Tuesday, February 14, 2017

THE GREATEST RECORD EVER MADE: "In The Midnight Hour"

An infinite number of rockin' pop records can be the greatest record ever made, as long as they take turns. Today, this is THE GREATEST RECORD EVER MADE!



WILSON PICKETT: "In The Midnight Hour"


Sometimes even a great record--the greatest record--is taken for granted. For all the classic 45s or album tracks that tackled you and gloriously pinned you to the pavement on first exposure, there are many other shots o' sonic bliss that you just didn't quite get immediately, songs you didn't fully appreciate on first spin, or third spin, or even for a long while after that. Maybe some of these are records you initially deemed merely "Okay, I guess," if you gave them any thought at all; perhaps some are little ditties you ignored, or even actively disliked. And then one day or night--preferably night--you hear the song again, and it suddenly clicks, as if you're hearing it for the very first time. And it's like the trite old story of the presumably-mousy secretary whose beauty suddenly reveals itself when she removes her glasses...except that she was always beautiful, with or without the glasses, ya freakin' dimwit. You just didn't notice. 

But you're paying attention now. And whether it's a girl or a song or some other sublime gem, you've fallen in love. What took you so long?


I never disliked Wilson Pickett's "In The Midnight Hour," but it wasn't at the top of my pop consciousness either. My first active memory of the song was a TV commercial for an oldies compilation, some time in the mid-'70s. The cathode-ray figure of the Wicked Pickett hisself, swayin' and simmering as he lip-synced that he was gonna wait 'til the midnight hour, jumped from my TV screen and filled my room with bravado and soul. It was so cool, and the indelible memory of that image makes me smile, even now. It should have been the start of a beautiful obsession.


The moment slipped away instead. I didn't give the song much further thought for years thereafter.

Those years passed, like teardrops flowing under a bridge. I had moved to Buffalo in the early '80s. By 1984 I was engaged to the love of my life. We had gotten rid of our intrepid 1969 Chevy Impala, and replaced it with an awful '78 Mercury Bobcat that was far and away the worst car we ever owned. That crappy little Bobcat's only advantages over the Impala were that it didn't stall out quite as much, it had power steering, and it had an FM radio.

I remember approximately where and when I was. It must have been 1984, maybe '85, no later, probably not earlier. I don't recall ever catching an oldies show on the Impala's AM dial, so I must have been in the verdammt Bobcat. I'm not sure where I was driving from, but I know I was heading east on Route 5 away from Williamsville (or fresh off the Thruway), passing the Lord Amherst Hotel on my way home to our Lisbon Avenue tenement apartment. It was, I think, a Saturday night. It's always Saturday night, whenever great oldies play on the radio.

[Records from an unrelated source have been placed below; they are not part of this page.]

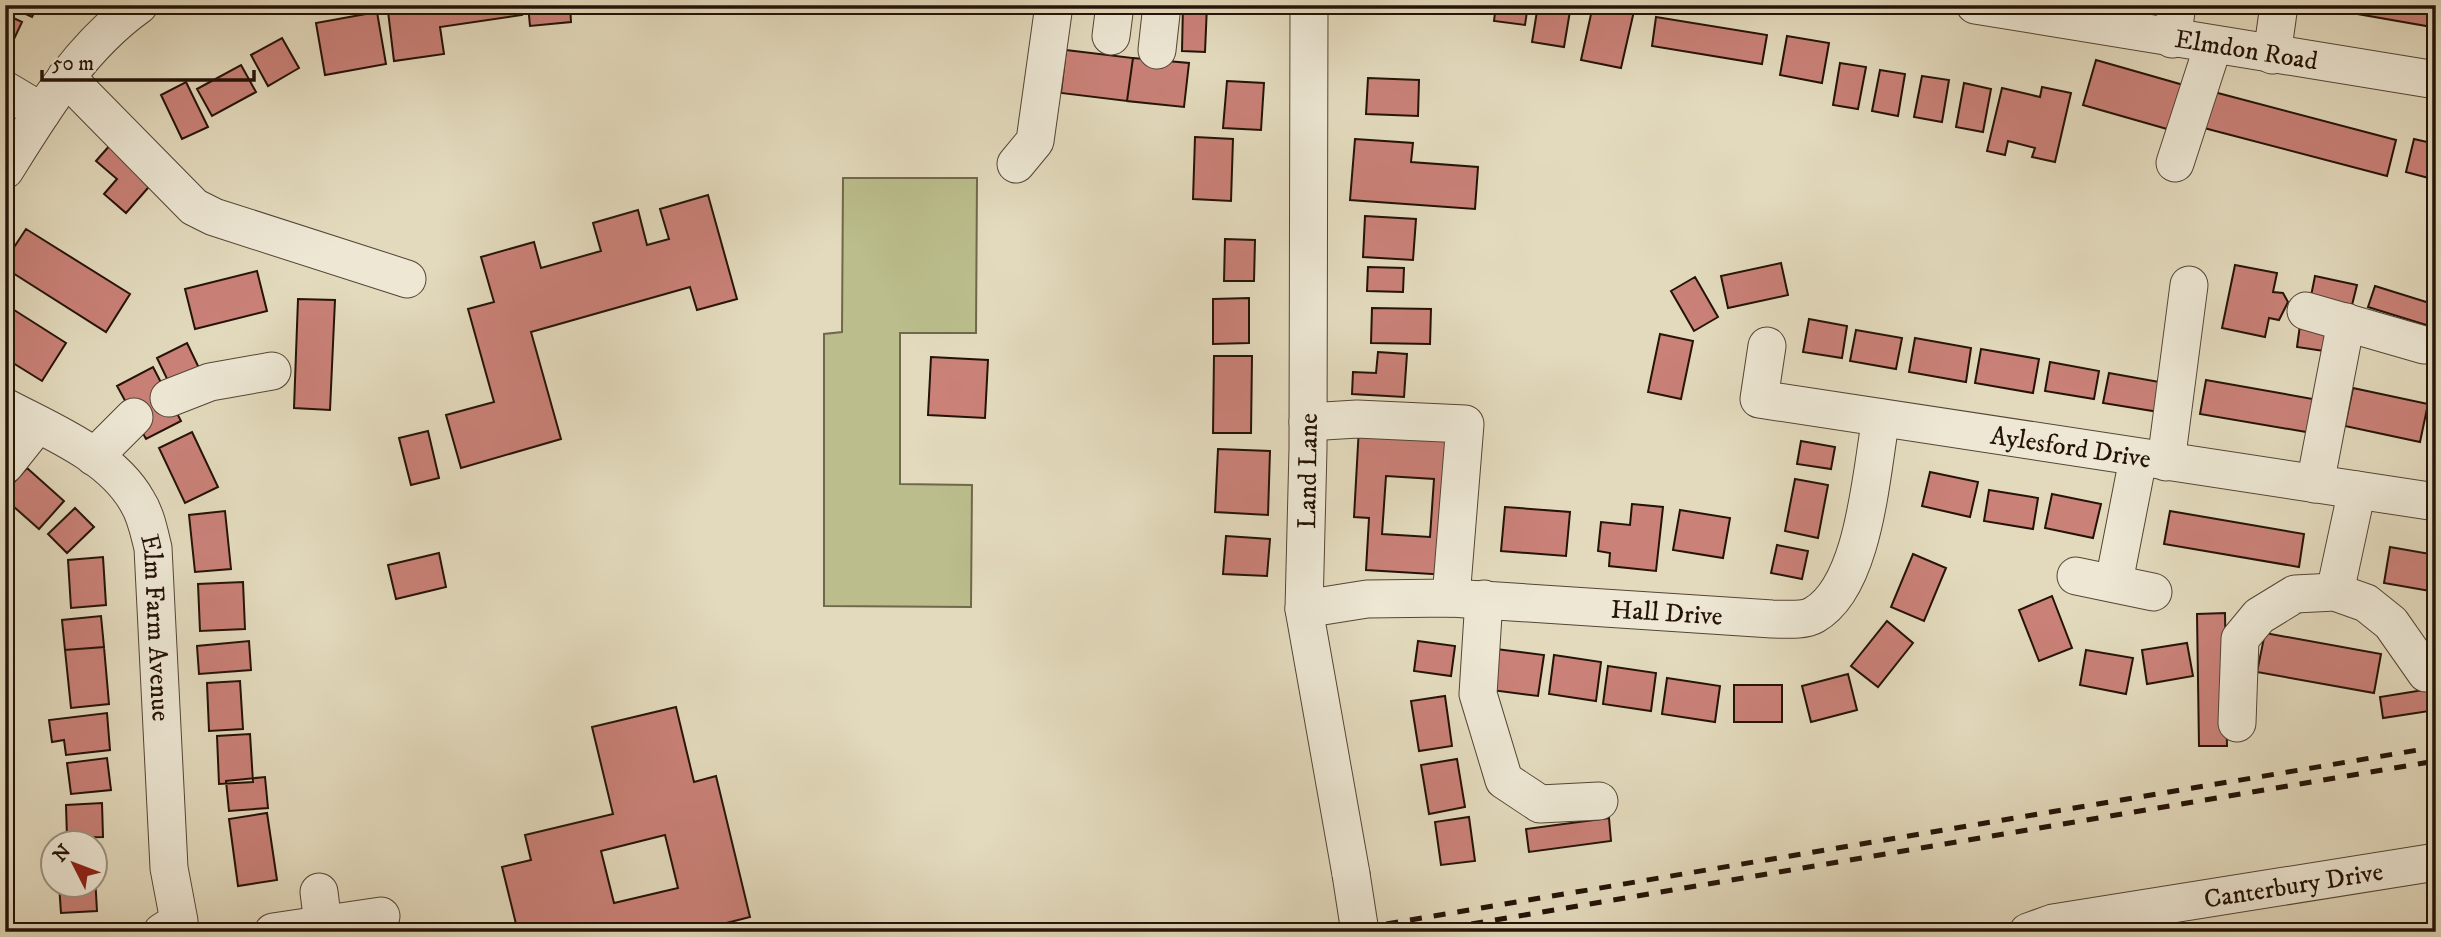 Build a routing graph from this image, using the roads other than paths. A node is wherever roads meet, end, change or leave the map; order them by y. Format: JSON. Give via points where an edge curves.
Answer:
{"nodes":[{"id":1,"x":139,"y":5,"type":"edge"},
{"id":2,"x":1054,"y":5,"type":"edge"},
{"id":3,"x":1162,"y":5,"type":"edge"},
{"id":4,"x":1309,"y":5,"type":"edge"},
{"id":5,"x":1975,"y":5,"type":"edge"},
{"id":6,"x":2279,"y":5,"type":"edge"},
{"id":7,"x":2175,"y":22,"type":"edge"},
{"id":8,"x":2213,"y":46,"type":"junction"},
{"id":9,"x":1157,"y":50,"type":"dead end"},
{"id":10,"x":2272,"y":55,"type":"junction"},
{"id":11,"x":66,"y":77,"type":"junction"},
{"id":12,"x":2436,"y":80,"type":"edge"},
{"id":13,"x":5,"y":90,"type":"edge"},
{"id":14,"x":42,"y":112,"type":"junction"},
{"id":15,"x":2175,"y":163,"type":"dead end"},
{"id":16,"x":1016,"y":164,"type":"dead end"},
{"id":17,"x":5,"y":170,"type":"edge"},
{"id":18,"x":407,"y":279,"type":"dead end"},
{"id":19,"x":2189,"y":285,"type":"dead end"},
{"id":20,"x":2306,"y":311,"type":"dead end"},
{"id":21,"x":2346,"y":322,"type":"junction"},
{"id":22,"x":2424,"y":345,"type":"dead end"},
{"id":23,"x":1767,"y":346,"type":"dead end"},
{"id":24,"x":272,"y":371,"type":"dead end"},
{"id":25,"x":169,"y":398,"type":"dead end"},
{"id":26,"x":5,"y":407,"type":"edge"},
{"id":27,"x":134,"y":417,"type":"dead end"},
{"id":28,"x":1881,"y":418,"type":"junction"},
{"id":29,"x":1308,"y":422,"type":"junction"},
{"id":30,"x":37,"y":425,"type":"junction"},
{"id":31,"x":94,"y":457,"type":"junction"},
{"id":32,"x":2152,"y":460,"type":"junction"},
{"id":33,"x":5,"y":465,"type":"edge"},
{"id":34,"x":2315,"y":484,"type":"junction"},
{"id":35,"x":2357,"y":490,"type":"junction"},
{"id":36,"x":2436,"y":502,"type":"edge"},
{"id":37,"x":2076,"y":576,"type":"dead end"},
{"id":38,"x":2114,"y":582,"type":"junction"},
{"id":39,"x":2153,"y":592,"type":"dead end"},
{"id":40,"x":2350,"y":597,"type":"junction"},
{"id":41,"x":1468,"y":598,"type":"junction"},
{"id":42,"x":1304,"y":609,"type":"junction"},
{"id":43,"x":2436,"y":672,"type":"edge"},
{"id":44,"x":2237,"y":723,"type":"dead end"},
{"id":45,"x":1600,"y":801,"type":"dead end"},
{"id":46,"x":2436,"y":862,"type":"edge"},
{"id":47,"x":382,"y":916,"type":"dead end"},
{"id":48,"x":177,"y":928,"type":"edge"},
{"id":49,"x":272,"y":932,"type":"edge"},
{"id":50,"x":1360,"y":932,"type":"edge"},
{"id":51,"x":2028,"y":932,"type":"edge"}],
"edges":[{"from":1,"to":11,"type":"street","via":[[100,38]]},
{"from":2,"to":16,"type":"street","via":[[1035,141]]},
{"from":3,"to":9,"type":"street"},
{"from":4,"to":29,"type":"street","name":"Land Lane"},
{"from":5,"to":7,"type":"street","name":"Elmdon Road"},
{"from":6,"to":10,"type":"street"},
{"from":7,"to":8,"type":"street","name":"Elmdon Road"},
{"from":8,"to":10,"type":"street","name":"Elmdon Road"},
{"from":8,"to":15,"type":"street"},
{"from":10,"to":12,"type":"street","name":"Elmdon Road"},
{"from":11,"to":14,"type":"street"},
{"from":11,"to":18,"type":"street","via":[[194,207]]},
{"from":13,"to":14,"type":"street"},
{"from":14,"to":17,"type":"street"},
{"from":19,"to":32,"type":"street"},
{"from":20,"to":21,"type":"street"},
{"from":21,"to":22,"type":"street"},
{"from":21,"to":34,"type":"street"},
{"from":23,"to":28,"type":"street","name":"Aylesford Drive","via":[[1759,399]]},
{"from":24,"to":25,"type":"street","via":[[210,383]]},
{"from":26,"to":30,"type":"street","name":"Elm Farm Avenue"},
{"from":27,"to":31,"type":"street"},
{"from":28,"to":32,"type":"street","name":"Aylesford Drive"},
{"from":28,"to":41,"type":"street","name":"Hall Drive","via":[[1861,532],[1847,577],[1833,602],[1811,617],[1772,619]]},
{"from":29,"to":41,"type":"street","via":[[1357,419],[1465,424]]},
{"from":29,"to":42,"type":"street","name":"Land Lane"},
{"from":30,"to":31,"type":"street","name":"Elm Farm Avenue"},
{"from":30,"to":33,"type":"street"},
{"from":31,"to":48,"type":"street","name":"Elm Farm Avenue","via":[[114,472],[137,500],[153,548],[169,868]]},
{"from":32,"to":34,"type":"street","name":"Aylesford Drive"},
{"from":32,"to":38,"type":"street"},
{"from":34,"to":35,"type":"street","name":"Aylesford Drive"},
{"from":35,"to":36,"type":"street","name":"Aylesford Drive"},
{"from":35,"to":40,"type":"street"},
{"from":37,"to":38,"type":"street"},
{"from":38,"to":39,"type":"street"},
{"from":40,"to":43,"type":"street","via":[[2391,623],[2426,673]]},
{"from":40,"to":44,"type":"street","via":[[2295,594],[2259,616],[2240,639]]},
{"from":41,"to":42,"type":"street","name":"Hall Drive","via":[[1367,599]]},
{"from":41,"to":45,"type":"street","via":[[1478,694],[1504,779],[1540,804]]},
{"from":42,"to":50,"type":"street","name":"Land Lane","bridge":true},
{"from":46,"to":51,"type":"street","name":"Canterbury Drive","via":[[2053,923]]},
{"from":47,"to":49,"type":"street","via":[[321,908]]}]}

And the song played. The Memphis Horns flooded my sorry little jalopy with the sound of soul, and Stax Records' mighty session players--guitarist Steve Cropper, bassist Donald "Duck" Dunn, and drummer Al Jackson--joined forces with the Horns to form an offensive line of dominant, confident swagger like nothing I'd ever experienced. But if I thought that was swagger--and I did--it was nothing compared to the sheer, self-assured groove of Wilson Pickett wailin' his lustful vow:

I'm gonna wait 'til the midnight hour
That's when my love comes tumblin' down
I'm gonna wait 'til the midnight hour
When there's no one else around

This was a pure and pristine magic, even while it looked forward to the sweaty, shakin' consummation of earthy love as the clock strikes twelve:

I'm gonna take you, girl, and hold you
And do all the things I told you
In the midnight hour

It was the Gospel of sex, a testifying moan, a celestial mingling of Heaven and earthly desire: sin as salvation. Nearer my God to thee, again and again, all night long, in the midnight hour.

It's inconceivable to think I didn't hear Wilson Pickett's "In The Midnight Hour" at least once in that decade or so that elapsed in between a snippet in a TV commercial and a Saturday night drive in my little Bobcat. I must have heard it, probably many times. But I didn't really hear until that night, that moment, when the Wicked, Wicked Pickett preached in sacred tones of a midnight meeting between the sheets. Swagger. Soul. This suburban white kid's world expanded in an instant, albeit an instant that was years in the making. That's a lot of midnight hours. That's a lot of swagger. And that's the Greatest Record Ever Made.

Amen. Again and again, baby. The sweetest sacrament can be wicked indeed.